Prasangka Boleh atau Terlarang?
Dalil tidak bolehnya persangkaan:
يَاأَيُّهَا الَّذِينَ ءَامَنُوا اجْتَنِبُوا كَثِيرًا مِّنَ الظَّنِّ إِنَّ بَعْضَ الظَّنِّ إِثْمُُ
“Wahai orang-orang yang beriman! Jauhilah kebanyakan dari sangkaan (supaya kamu tidak menyangka sangkaan yang dilarang) kerana sesungguhnya sebahagian dari sangkaan itu adalah dosa ...” QS al-Hujurat:12.
Ayat ini menunjukkan perintah untuk menjauhi kebanyakan sangkaan karena sebagian sangkaan itu dosa. Mafhumnya ada di sana sangkaan yang tidak berdosa dan tidak diperintahkan untuk menjauhinya. Kita lihat tafsir para ulama tentang hal ini:
Ibnu Katsir: “ALLAH Ta’ala berfirman dalam rangka melarang hamba-hambanya yang beriman terhadap kebanyakan prasangka yakni tuduhan dan tuduhan khianat tidak pada tempatnya terhadap keluarga, kerabat dan manusia. Karena sebagian (prasangka) itu hanyalah dosa maka hendaknya menjauhi kebanyakan darinya (prasangka) dalam rangka berhati-hati.”

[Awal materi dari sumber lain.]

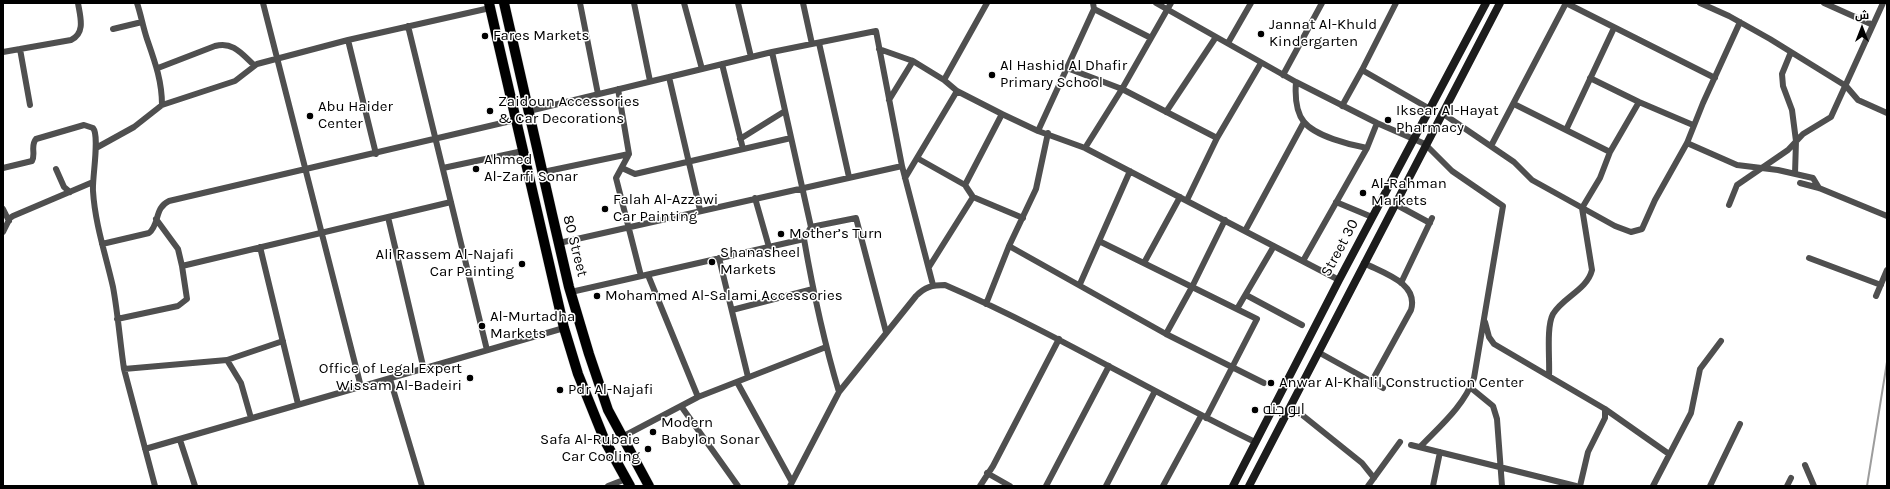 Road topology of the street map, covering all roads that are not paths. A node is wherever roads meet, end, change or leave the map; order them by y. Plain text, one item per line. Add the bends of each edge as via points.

Beliau menafsirkan prasangka yang dimaksud dengan tuduhan dan tuduhan khianat. Sebagai contoh ketika ada orang dimintai sumbangan tidak memberi terus kita tuduh bakhil. Orang yang menasihati kita kita tuduh dengki. Orang yang memperingatkan kesalahan seseorang kita tuduh ghibah, buruk sangka dan lain sebagainya.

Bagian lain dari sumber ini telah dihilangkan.